In recruitment technology, LinkedIn, based in Mountain View, Calif., offers several tools including the ability to search for the ideal candidate, reporting and analytics and viewing full profiles of more than 400 million members. Businesses can also brand and attract talent with a careers page, personalized recruitment ads, sourcing and referrals.

LinkedIn vital as social network for business

Filipkowski said the purchase is a natural fit between the two companies in light of the importance of talent and technology in the knowledge economy.

"HR professionals and recruiters use LinkedIn all the time for finding new employees for their organizations and finding contract talent, and they also use Microsoft products for connectivity and performance. It is a natural alignment in connecting talent with technology."

Brian Sommer, founder of research firm Vital Analysis, expressed mixed feelings about the deal but thinks it ultimately represents a huge opportunity in talent management for Microsoft.

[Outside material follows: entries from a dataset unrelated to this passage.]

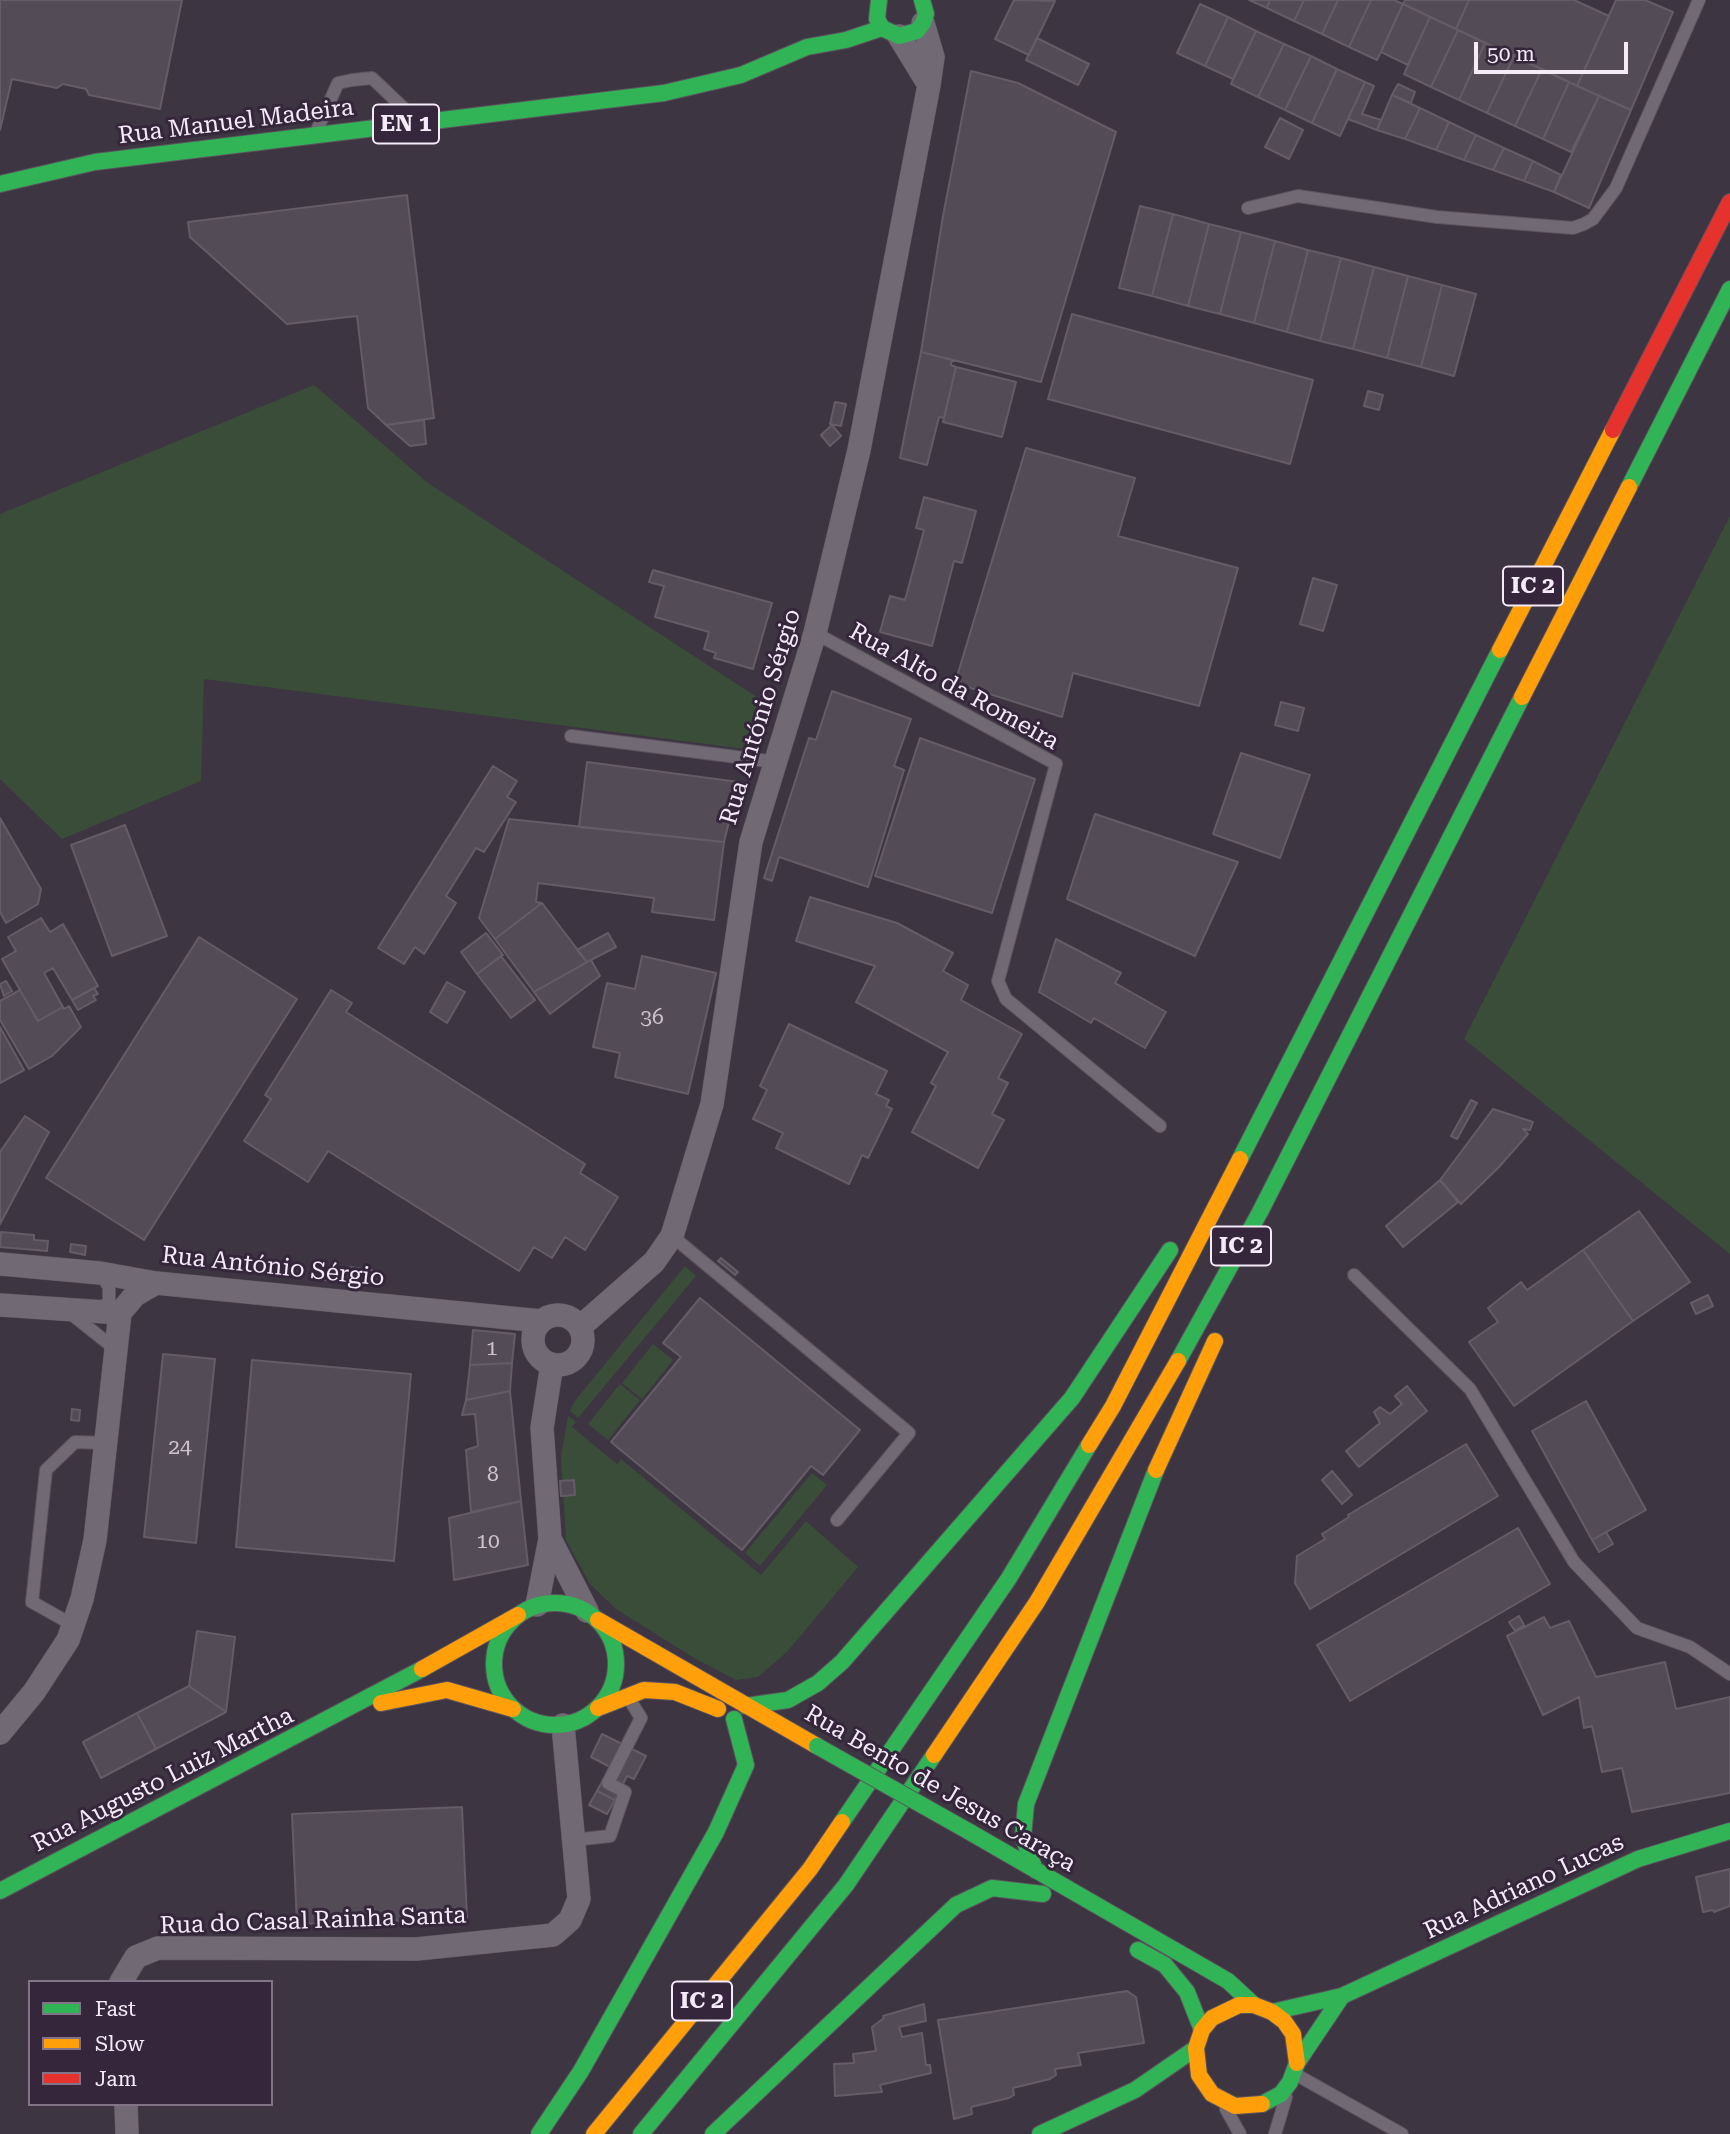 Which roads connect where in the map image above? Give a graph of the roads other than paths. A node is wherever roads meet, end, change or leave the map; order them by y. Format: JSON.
{"nodes":[{"id":1,"x":879,"y":0,"type":"edge"},
{"id":2,"x":1699,"y":0,"type":"edge"},
{"id":3,"x":926,"y":9,"type":"edge"},
{"id":4,"x":858,"y":10,"type":"dead end"},
{"id":5,"x":827,"y":29,"type":"dead end"},
{"id":6,"x":891,"y":32,"type":"junction"},
{"id":7,"x":807,"y":47,"type":"junction"},
{"id":8,"x":929,"y":85,"type":"junction"},
{"id":9,"x":418,"y":122,"type":"junction"},
{"id":10,"x":315,"y":135,"type":"junction"},
{"id":11,"x":0,"y":184,"type":"edge"},
{"id":12,"x":1730,"y":202,"type":"edge"},
{"id":13,"x":1248,"y":208,"type":"dead end"},
{"id":14,"x":1730,"y":289,"type":"edge"},
{"id":15,"x":815,"y":633,"type":"junction"},
{"id":16,"x":571,"y":736,"type":"dead end"},
{"id":17,"x":776,"y":762,"type":"junction"},
{"id":18,"x":1160,"y":1126,"type":"dead end"},
{"id":19,"x":1239,"y":1163,"type":"junction"},
{"id":20,"x":1260,"y":1212,"type":"junction"},
{"id":21,"x":672,"y":1236,"type":"junction"},
{"id":22,"x":0,"y":1264,"type":"edge"},
{"id":23,"x":100,"y":1273,"type":"junction"},
{"id":24,"x":1354,"y":1275,"type":"dead end"},
{"id":25,"x":156,"y":1283,"type":"junction"},
{"id":26,"x":1232,"y":1299,"type":"dead end"},
{"id":27,"x":0,"y":1304,"type":"edge"},
{"id":28,"x":64,"y":1309,"type":"junction"},
{"id":29,"x":110,"y":1312,"type":"junction"},
{"id":30,"x":541,"y":1321,"type":"junction"},
{"id":31,"x":1223,"y":1324,"type":"dead end"},
{"id":32,"x":580,"y":1328,"type":"junction"},
{"id":33,"x":114,"y":1348,"type":"junction"},
{"id":34,"x":552,"y":1364,"type":"junction"},
{"id":35,"x":105,"y":1443,"type":"junction"},
{"id":36,"x":837,"y":1520,"type":"dead end"},
{"id":37,"x":550,"y":1539,"type":"junction"},
{"id":38,"x":527,"y":1610,"type":"junction"},
{"id":39,"x":593,"y":1616,"type":"junction"},
{"id":40,"x":73,"y":1625,"type":"junction"},
{"id":41,"x":1730,"y":1674,"type":"edge"},
{"id":42,"x":627,"y":1696,"type":"junction"},
{"id":43,"x":746,"y":1706,"type":"junction"},
{"id":44,"x":598,"y":1708,"type":"junction"},
{"id":45,"x":513,"y":1709,"type":"junction"},
{"id":46,"x":348,"y":1710,"type":"junction"},
{"id":47,"x":734,"y":1719,"type":"junction"},
{"id":48,"x":563,"y":1725,"type":"junction"},
{"id":49,"x":755,"y":1731,"type":"dead end"},
{"id":50,"x":0,"y":1733,"type":"edge"},
{"id":51,"x":842,"y":1782,"type":"dead end"},
{"id":52,"x":911,"y":1822,"type":"dead end"},
{"id":53,"x":1730,"y":1831,"type":"edge"},
{"id":54,"x":573,"y":1840,"type":"junction"},
{"id":55,"x":1035,"y":1870,"type":"junction"},
{"id":56,"x":1006,"y":1874,"type":"dead end"},
{"id":57,"x":0,"y":1891,"type":"edge"},
{"id":58,"x":1121,"y":1940,"type":"dead end"},
{"id":59,"x":122,"y":1980,"type":"edge"},
{"id":60,"x":1342,"y":1996,"type":"junction"},
{"id":61,"x":1254,"y":2005,"type":"junction"},
{"id":62,"x":1272,"y":2012,"type":"junction"},
{"id":63,"x":1202,"y":2030,"type":"junction"},
{"id":64,"x":1196,"y":2048,"type":"junction"},
{"id":65,"x":1294,"y":2073,"type":"junction"},
{"id":66,"x":1206,"y":2087,"type":"junction"},
{"id":67,"x":1135,"y":2090,"type":"junction"},
{"id":68,"x":1220,"y":2100,"type":"junction"},
{"id":69,"x":126,"y":2106,"type":"edge"},
{"id":70,"x":127,"y":2134,"type":"edge"},
{"id":71,"x":539,"y":2134,"type":"edge"},
{"id":72,"x":594,"y":2134,"type":"edge"},
{"id":73,"x":641,"y":2134,"type":"edge"},
{"id":74,"x":713,"y":2134,"type":"edge"},
{"id":75,"x":1040,"y":2134,"type":"edge"},
{"id":76,"x":1240,"y":2134,"type":"edge"},
{"id":77,"x":1275,"y":2134,"type":"edge"},
{"id":78,"x":1402,"y":2134,"type":"edge"}],
"edges":[{"from":1,"to":4,"type":"main road"},
{"from":1,"to":6,"type":"main road"},
{"from":2,"to":13,"type":"lane"},
{"from":3,"to":6,"type":"main road","number":"EN 1"},
{"from":3,"to":8,"type":"street","name":"Rua António Sérgio"},
{"from":5,"to":7,"type":"main road","name":"Rua Manuel Madeira","number":"EN 1"},
{"from":6,"to":7,"type":"main road","name":"Rua Manuel Madeira","number":"EN 1"},
{"from":6,"to":8,"type":"street"},
{"from":7,"to":9,"type":"main road","name":"Rua Manuel Madeira","number":"EN 1"},
{"from":8,"to":15,"type":"street","name":"Rua António Sérgio"},
{"from":9,"to":10,"type":"main road","name":"Rua Manuel Madeira","number":"EN 1"},
{"from":9,"to":10,"type":"lane"},
{"from":10,"to":11,"type":"main road","name":"Rua Manuel Madeira","number":"EN 1"},
{"from":12,"to":19,"type":"main road","number":"IC 2"},
{"from":14,"to":20,"type":"main road","number":"IC 2"},
{"from":15,"to":17,"type":"street","name":"Rua António Sérgio"},
{"from":15,"to":18,"type":"lane","name":"Rua Alto da Romeira"},
{"from":16,"to":17,"type":"lane"},
{"from":17,"to":21,"type":"street","name":"Rua António Sérgio"},
{"from":19,"to":43,"type":"main road"},
{"from":19,"to":72,"type":"main road","number":"IC 2"},
{"from":20,"to":26,"type":"main road"},
{"from":20,"to":73,"type":"main road","number":"IC 2"},
{"from":21,"to":32,"type":"street","name":"Rua António Sérgio"},
{"from":21,"to":36,"type":"lane"},
{"from":22,"to":23,"type":"street","name":"Rua António Sérgio"},
{"from":23,"to":25,"type":"street","name":"Rua António Sérgio"},
{"from":23,"to":29,"type":"lane"},
{"from":24,"to":41,"type":"lane"},
{"from":25,"to":29,"type":"street"},
{"from":25,"to":30,"type":"street","name":"Rua António Sérgio"},
{"from":27,"to":28,"type":"street"},
{"from":28,"to":29,"type":"street"},
{"from":28,"to":33,"type":"lane"},
{"from":29,"to":33,"type":"street"},
{"from":30,"to":32,"type":"street"},
{"from":30,"to":34,"type":"street"},
{"from":31,"to":55,"type":"main road"},
{"from":32,"to":34,"type":"street"},
{"from":33,"to":35,"type":"street"},
{"from":34,"to":37,"type":"street"},
{"from":35,"to":40,"type":"street"},
{"from":35,"to":40,"type":"lane"},
{"from":37,"to":38,"type":"street"},
{"from":37,"to":39,"type":"street"},
{"from":38,"to":39,"type":"main road"},
{"from":38,"to":45,"type":"main road"},
{"from":38,"to":46,"type":"main road","name":"Rua Augusto Luiz Martha"},
{"from":39,"to":43,"type":"main road","name":"Rua Bento de Jesus Caraça"},
{"from":39,"to":44,"type":"main road"},
{"from":40,"to":50,"type":"street"},
{"from":42,"to":44,"type":"main road"},
{"from":42,"to":47,"type":"main road"},
{"from":42,"to":54,"type":"lane"},
{"from":43,"to":55,"type":"main road","name":"Rua Bento de Jesus Caraça","bridge":true},
{"from":44,"to":48,"type":"main road"},
{"from":45,"to":46,"type":"main road","name":"Rua Augusto Luiz Martha"},
{"from":45,"to":48,"type":"main road"},
{"from":46,"to":57,"type":"main road","name":"Rua Augusto Luiz Martha"},
{"from":47,"to":49,"type":"main road"},
{"from":47,"to":71,"type":"main road"},
{"from":48,"to":54,"type":"street","name":"Rua do Casal Rainha Santa"},
{"from":51,"to":52,"type":"main road","name":"Rua Bento de Jesus Caraça"},
{"from":53,"to":60,"type":"main road","name":"Rua Adriano Lucas"},
{"from":54,"to":59,"type":"street","name":"Rua do Casal Rainha Santa"},
{"from":55,"to":61,"type":"main road","name":"Rua Bento de Jesus Caraça"},
{"from":56,"to":74,"type":"main road","name":"Rua Bento de Jesus Caraça"},
{"from":58,"to":63,"type":"main road"},
{"from":60,"to":62,"type":"main road","name":"Rua Adriano Lucas"},
{"from":60,"to":65,"type":"main road"},
{"from":61,"to":62,"type":"main road"},
{"from":61,"to":63,"type":"main road"},
{"from":62,"to":65,"type":"main road"},
{"from":63,"to":64,"type":"main road"},
{"from":64,"to":66,"type":"main road"},
{"from":64,"to":67,"type":"main road"},
{"from":65,"to":68,"type":"main road"},
{"from":65,"to":77,"type":"lane"},
{"from":65,"to":78,"type":"lane"},
{"from":66,"to":67,"type":"main road"},
{"from":66,"to":68,"type":"main road"},
{"from":67,"to":75,"type":"main road"},
{"from":68,"to":76,"type":"lane"},
{"from":69,"to":70,"type":"street"}]} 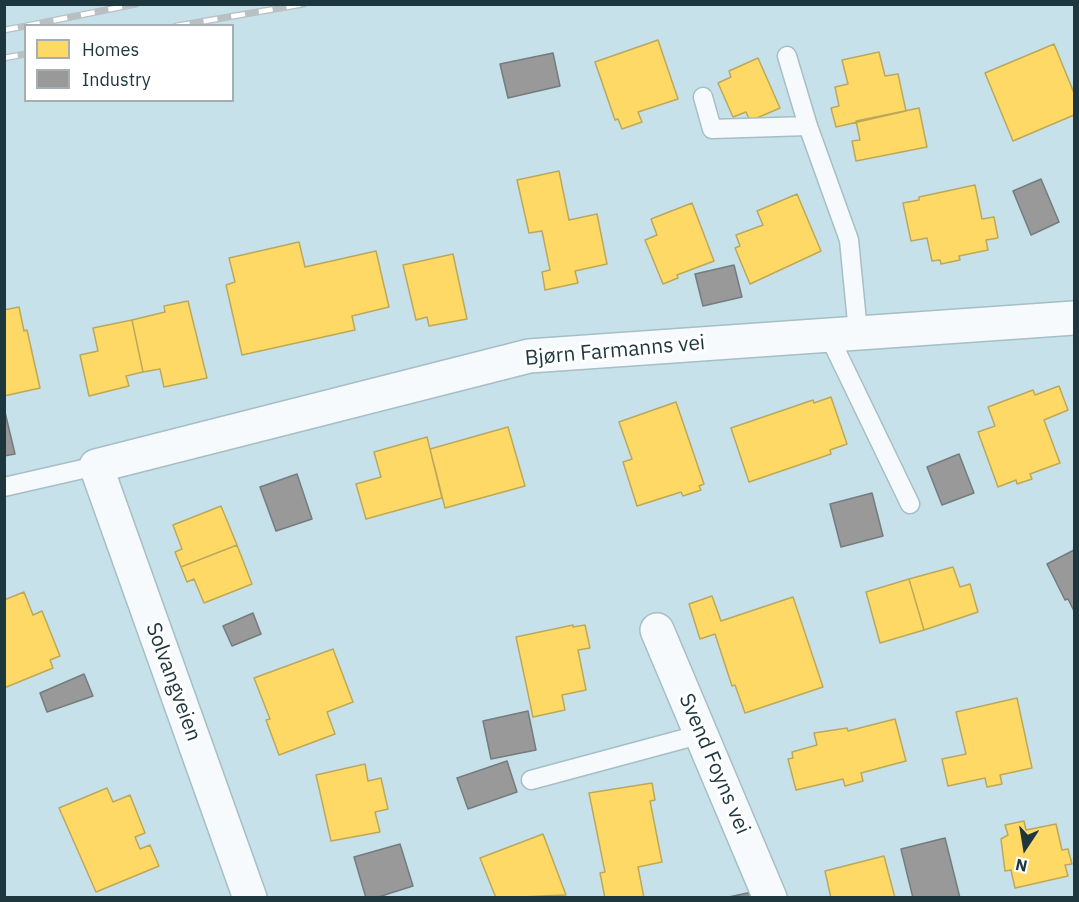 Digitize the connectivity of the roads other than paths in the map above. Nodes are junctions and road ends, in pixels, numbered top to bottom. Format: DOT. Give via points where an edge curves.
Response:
graph roads {
  1 [pos="787,56"];
  2 [pos="703,97"];
  3 [pos="808,126"];
  4 [pos="1074,318"];
  5 [pos="844,334"];
  6 [pos="96,466"];
  7 [pos="4,487"];
  8 [pos="910,504"];
  9 [pos="657,630"];
  10 [pos="702,734"];
  11 [pos="531,780"];
  12 [pos="250,897"];
  13 [pos="770,897"];
  1 -- 3 [label="lane"];
  2 -- 3 [label="lane" via="712,129"];
  3 -- 5 [label="lane" via="849,240"];
  4 -- 5 [label="street, Bjørn Farmanns vei"];
  5 -- 6 [label="street, Bjørn Farmanns vei" via="529,356"];
  5 -- 8 [label="lane"];
  6 -- 7 [label="lane"];
  6 -- 12 [label="street, Solvangveien"];
  9 -- 10 [label="street, Svend Foyns vei"];
  10 -- 11 [label="lane"];
  10 -- 13 [label="street, Svend Foyns vei"];
}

Microsoft could benefit by applying its "incredible" artificial intelligence and analytics tools to LinkedIn's database of professional profiles, he said.

"If that technology got a hold of your LinkedIn profile, it can map out and figure out where and how your career has progressed," he said. "It could either extrapolate or predict what your next career level is going to be, and knowing that, it could suggest or recommend certain kinds of training."

A weakness of LinkedIn, Sommer said, is that while middle managers are well represented in the LinkedIn member database, there aren't many blue-collar and contingent workers, top executives or recent college graduates. "LinkedIn could do a better job of getting some of these other constituents in there. Microsoft will help them with that."

Brent Skinner, principal analyst at Nucleus Research, said it makes sense for Microsoft to enter the talent market space, and the acquisition of LinkedIn is a logical step.

"The MS Office Suite is where vast numbers of employees already spend most of their time, by default. It's a matter of approaching talent management from the workforce's perspective."

Skinner said the purchase shows the need for talent management vendors to establish or grow partnerships with Microsoft. Applications by SilkRoad, for example, can already work hand in hand with Office 365, he said.